Die Praxis der ethnografischen Feldforschung: Flüchtlinge in Trier

Studienprojekt PBSP
Titel: Die Praxis der ethnografischen Feldforschung: Flüchtlinge in Trier
Leitung: Dr. Claudia Böhme, Prof. Dr. Michael Schönhuth
Dauer: SS 2016 bis WS 2016/17
Zeit und Ort: SS 2016: Mittwoch 10-14 Uhr, D 034
Inhalt:
Begriffe wie Herkunft, Fremde und Kultur sind im Zuge der aktuellen Flüchtlingskrise in den Fokus
der deutschen Öffentlichkeit und auf die politische Agenda gerückt.
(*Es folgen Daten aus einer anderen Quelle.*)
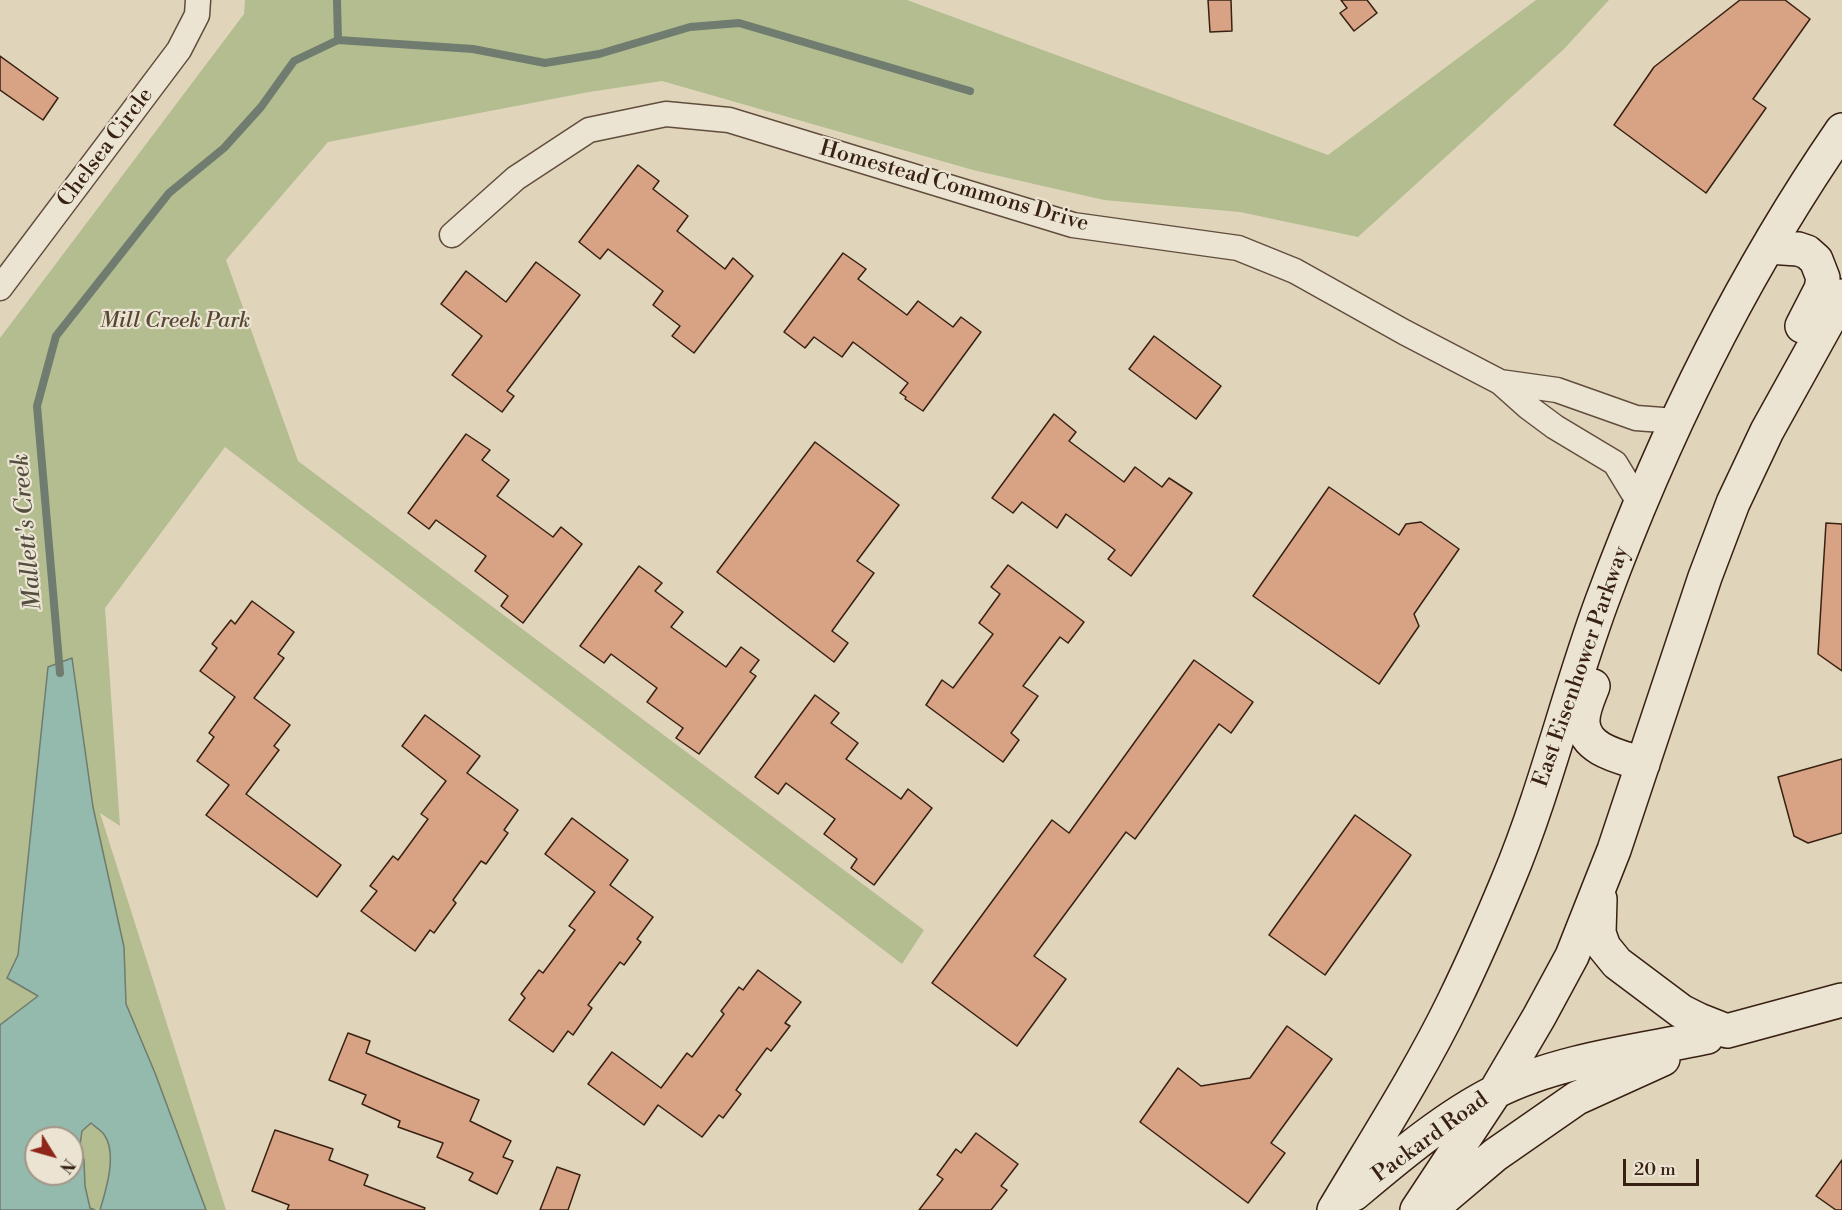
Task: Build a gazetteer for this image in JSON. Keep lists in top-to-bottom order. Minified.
{"streets":{"main road":["East Eisenhower Parkway","Packard Road"],"street":["Chelsea Circle","Homestead Commons Drive"]},"crossings":[["Homestead Commons Drive","East Eisenhower Parkway"],["East Eisenhower Parkway","Packard Road"]],"water":["Mallett's Creek"],"parks":["Mill Creek Park"],"scale_bar":"20 m","north":"bottom right"}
Die Vorstellung und der Umgang
mit den „Fremden“ ist dabei äußert ambivalent. Praktizieren viele eine Willkommenskultur so hetzen
andere mit verbaler und physischer Gewalt gegen die Flüchtlinge.
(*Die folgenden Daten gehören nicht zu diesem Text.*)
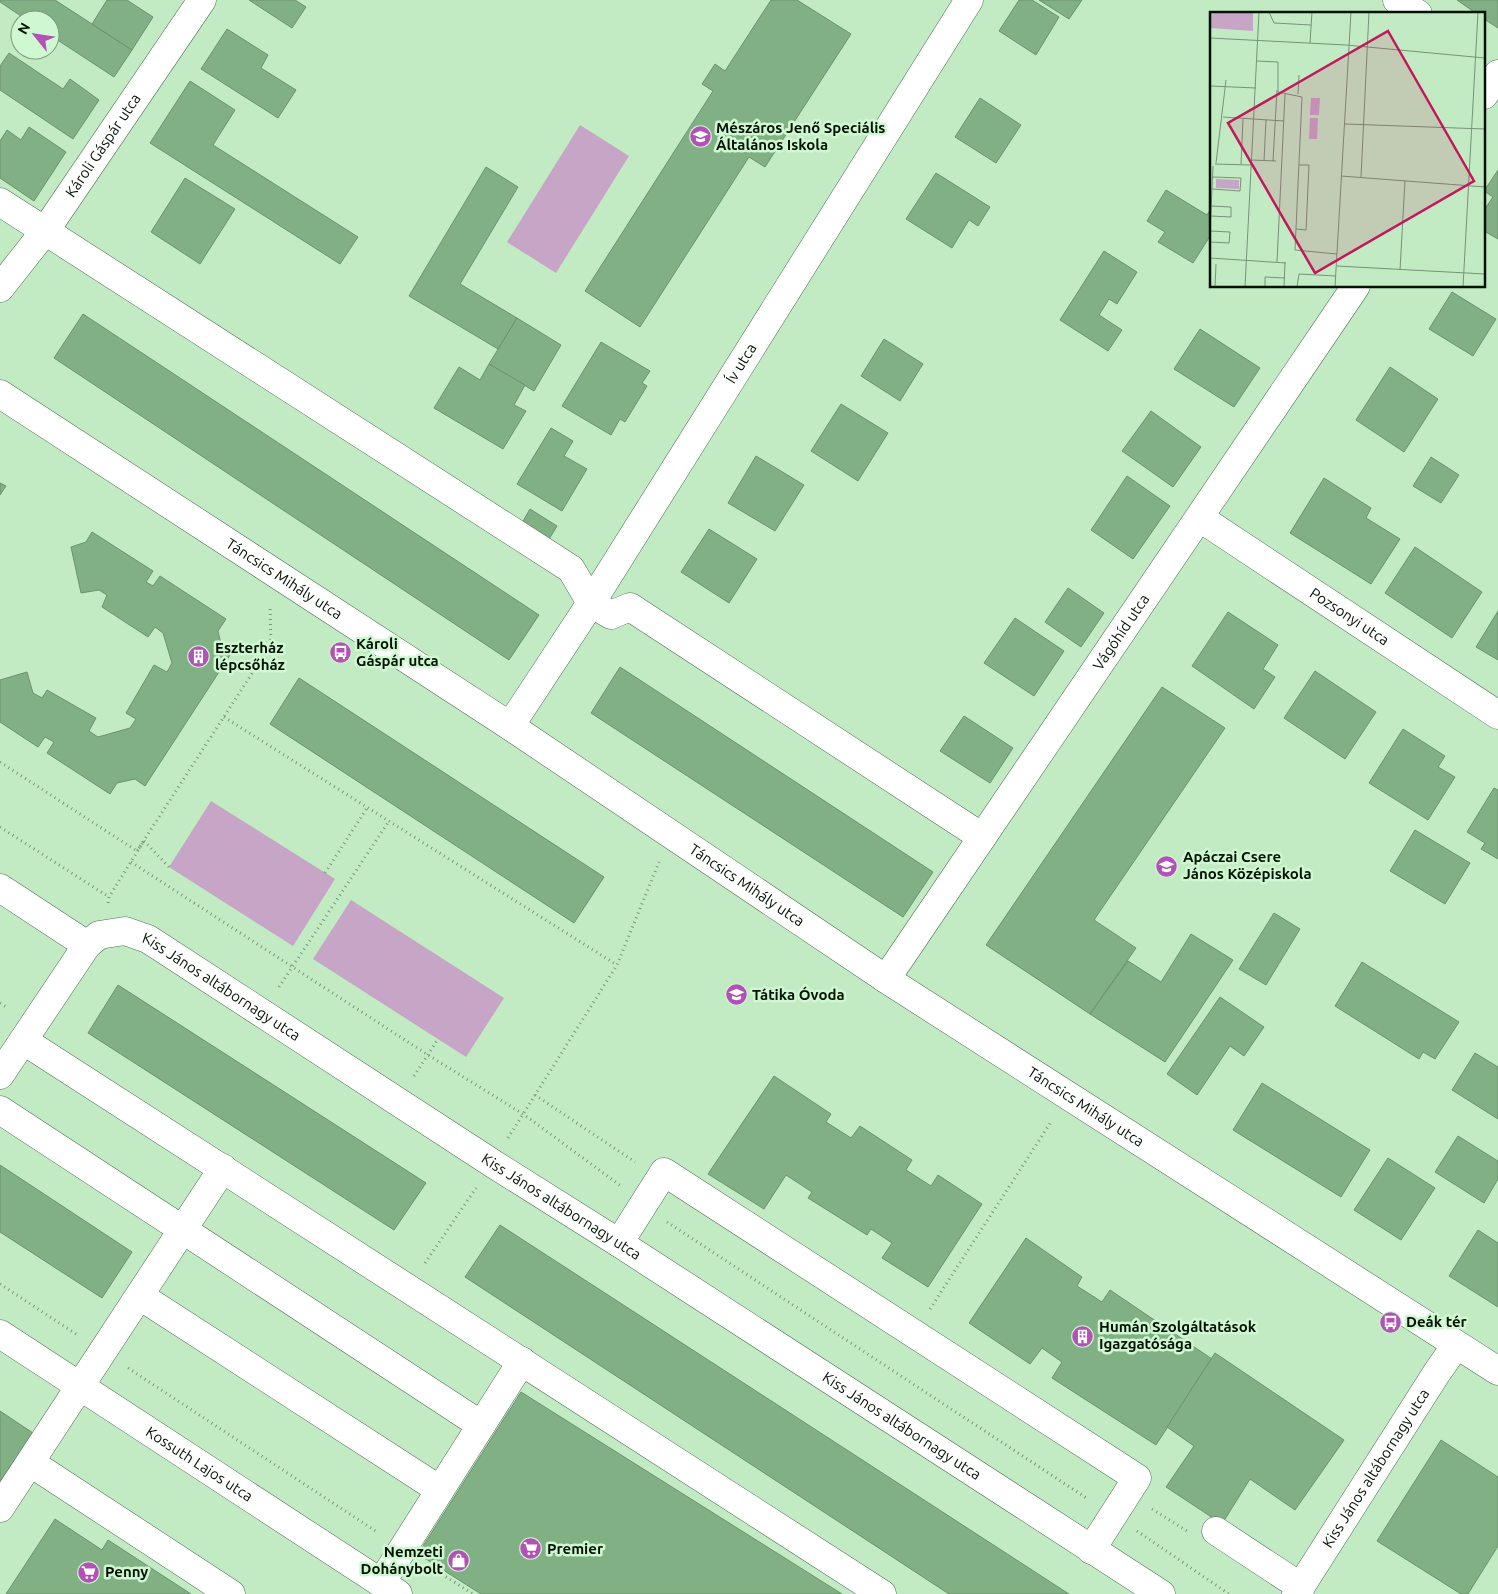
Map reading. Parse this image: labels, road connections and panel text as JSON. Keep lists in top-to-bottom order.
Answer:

Migration und Flucht haben sich in den letzten Jahren stark verändert. Die „medialen Migranten“
organisieren ihre Flucht weitestgehend eigenständig und bleiben mit den zurückgelassenen
Verwandten und Freunden in Kontakt. Durch das Internet verbreitete Bilder, wie die Selfies mit
Angela Merkel haben dabei eine enorme Wirkung auf Fluchtentscheidungen und auf das Bild und
Image Deutschlands und der Kanzlerin, die dabei als Heilige stilisiert wird. Durch die Medien wird
das Thema Flüchtlinge und Flüchtlingskrise zu einem rituellen Medienevent, durch das der Umgang
mit den Flüchtlingen diskutiert und ausgehandelt wird.
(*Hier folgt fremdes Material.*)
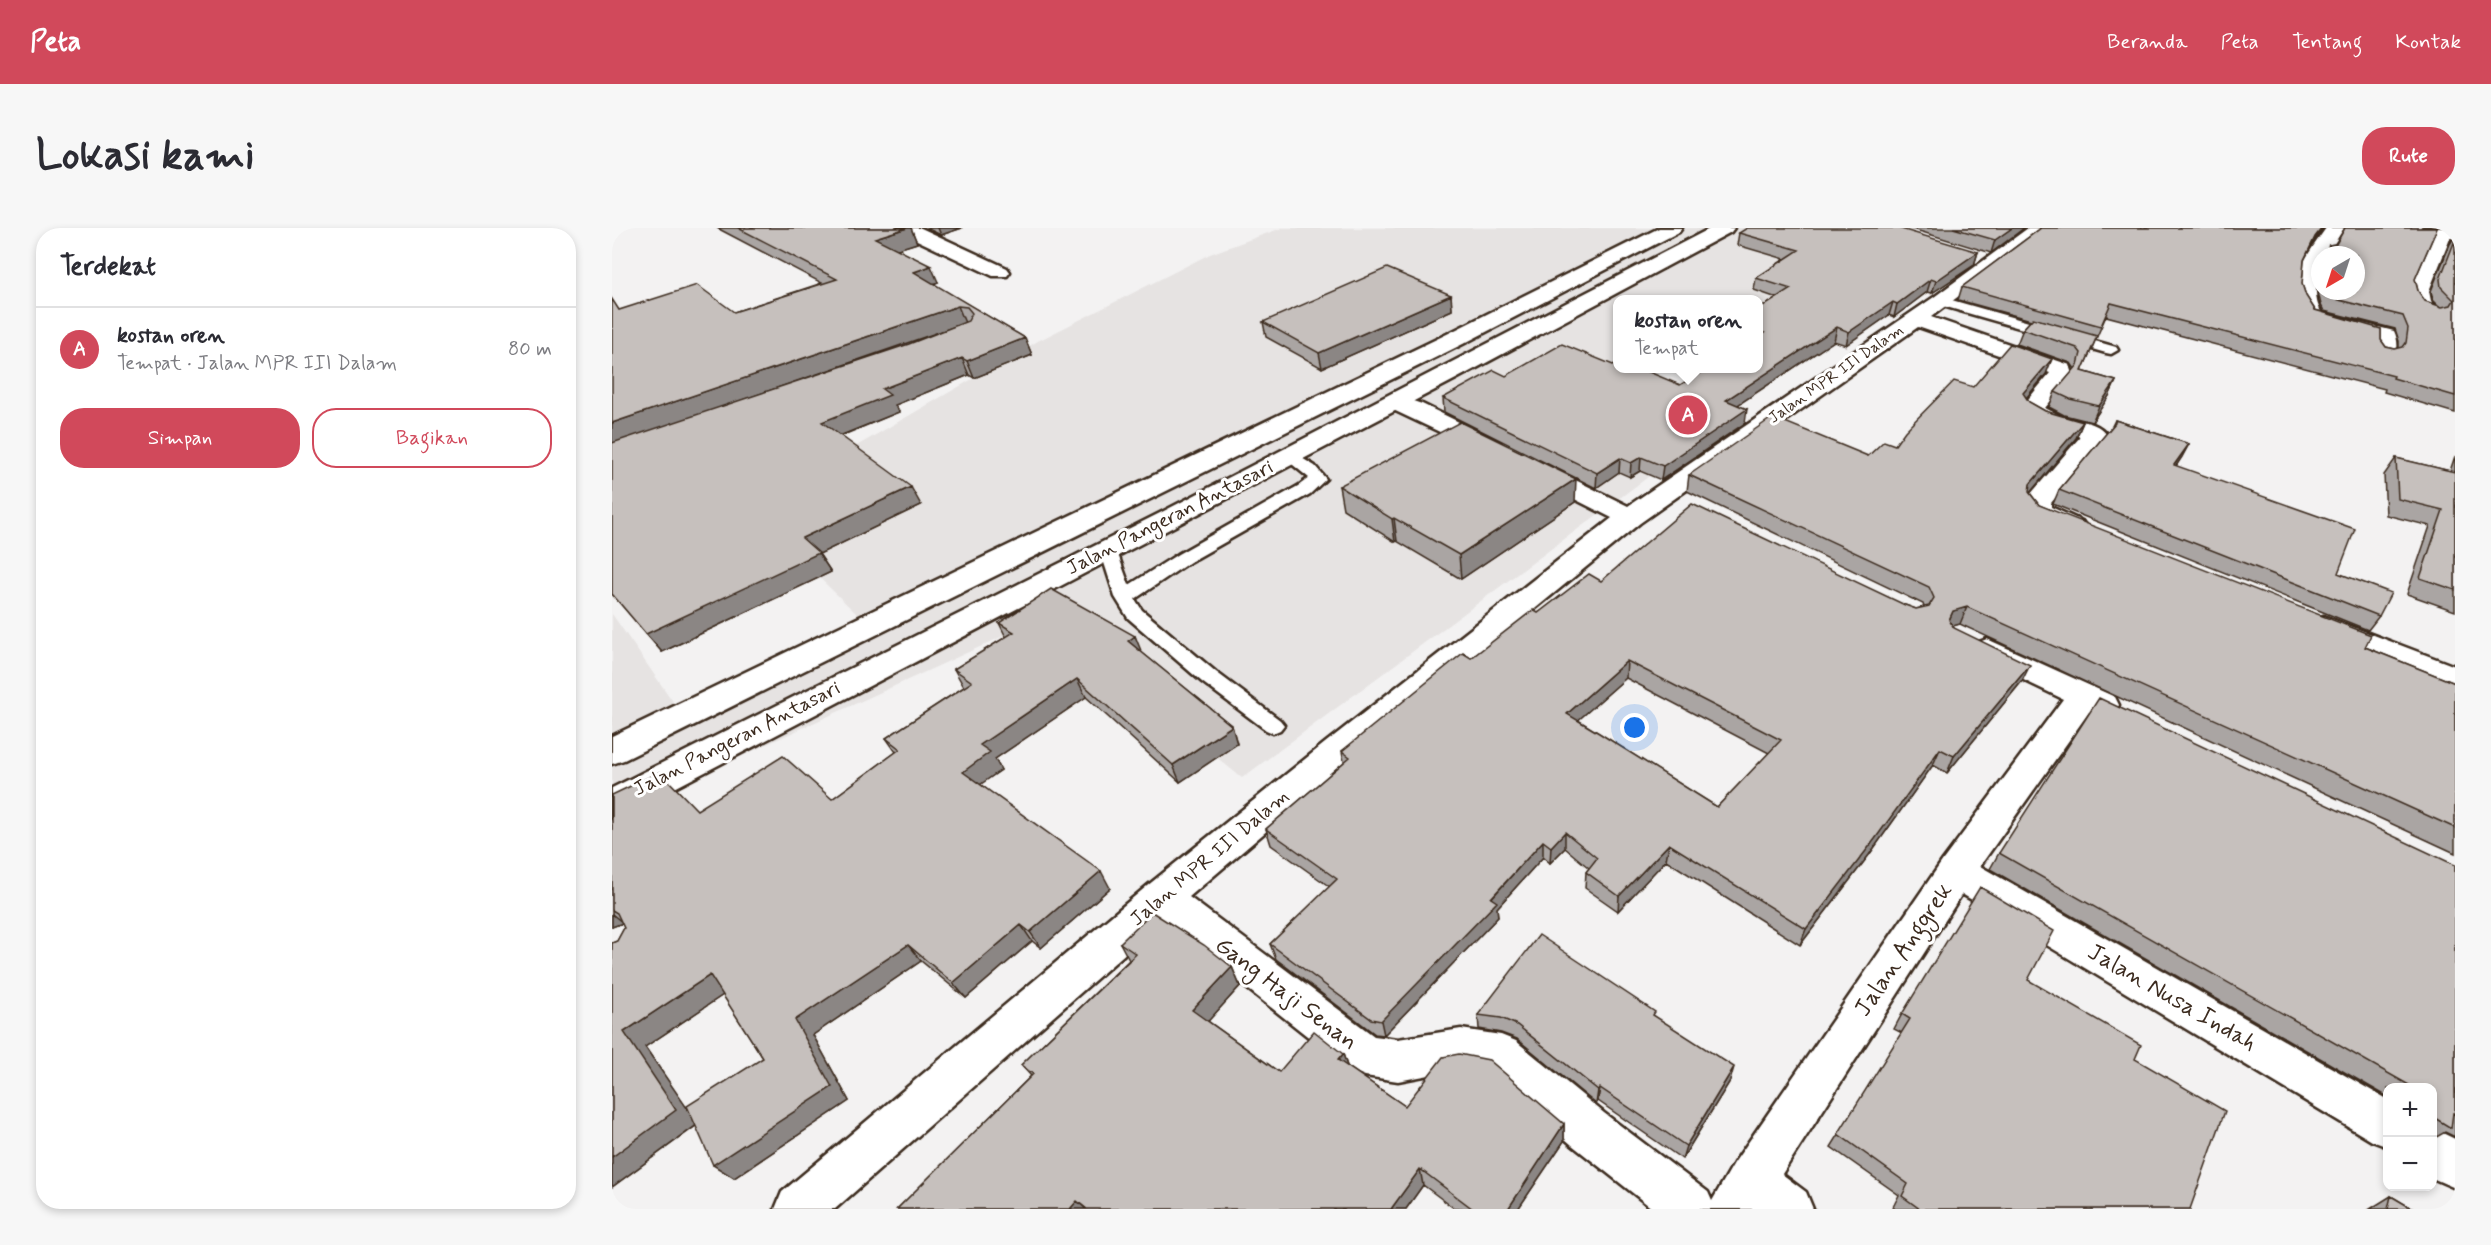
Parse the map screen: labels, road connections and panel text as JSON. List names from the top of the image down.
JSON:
{
  "streets": {
    "street": [
      "Jalan MPR III Dalam",
      "Jalan Pangeran Antasari",
      "Jalan Anggrek",
      "Gang Haji Senan",
      "Jalan Nusa Indah"
    ]
  },
  "crossings": [
    ["Jalan MPR III Dalam", "Gang Haji Senan"],
    ["Jalan Anggrek", "Jalan Nusa Indah"]
  ],
  "north": "bottom left",
  "page": {
    "header": "Peta",
    "nav": [
      "Beranda",
      "Peta",
      "Tentang",
      "Kontak"
    ],
    "buttons": [
      "Rute",
      ["Simpan", "Bagikan"]
    ],
    "title": "Lokasi kami",
    "heading": "Terdekat",
    "popup": ["kostan oren", "Tempat"],
    "list": [
      {
        "mark": "A",
        "name": "kostan oren",
        "note": "Tempat · Jalan MPR III Dalam",
        "value": "80 m"
      }
    ],
    "pins": "A",
    "map_buttons": ["+", "−"]
  }
}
Die Ethnologie als die Wissenschaft vom kulturell Fremden ist prädestiniert über Fluchtursachen,
Migration und das Verhältnis zwischen den zusammenkommenden Menschen und Verständnissen von
Kultur zu vermitteln. Migration und Mobilität werden dabei als Norm und nicht als Ausnahme
betrachtet und Ethnologen widmen sich in qualitativen Einzelstudien den „Cultures of Migration“
(Hahn/Klute 2007, Cohen 2004), die nicht als starr und festgeschriebene Migrationsmuster, sondern
als die während der Migration unter den verschiedenen Akteuren ausgehandelten Praktiken betrachtet
werden.
In dem geplanten Studienprojekt sollen die Studierenden diesen „Cultures of Migration“ im Rahmen
der Aufnahme von Flüchtlingen in Trier nachgehen. Dies kann anhand der Akteure selbst und der
Erfassung
ihrer
Migrationsbiografien
und
–praktiken
oder
an
sozialen
Orten
wie
Erstaufnahmeeinrichtungen, Kleiderkammern und in Bildungseinrichtungen erforscht werden. Oder
sie widmen sich den Diskursen und Meinungen über Migration, die auf der Straße oder auf
Veranstaltungen für oder über Flüchtlinge geäußert werden. Hier gilt, dass sich die Studierenden
möglichst aktiv in ihren Forschungsbereich einbringen, um tiefe Inneneinsichten ihrer Fallstudien zu
erhalten.
In der ersten Phase (SS 2016) werden ethnologische Theorien und Studien zu Migration und Flucht
behandelt und Methoden, wie qualitative Interviews, Beobachtungen und der Einsatz von Hilfsmitteln
und Medien wie das Feldtagebuch, Audiorekorder, Foto oder Film erprobt. Dabei werden auch immer
wieder ethische Fragen, wie die Rolle der Forschenden und Erforschten und der Umgang mit sensiblen
Daten behandelt. Parallel dazu entwickeln die Studierenden ihre Projektthemen, recherchieren und
sammeln Material und bilden Forschungsgruppen.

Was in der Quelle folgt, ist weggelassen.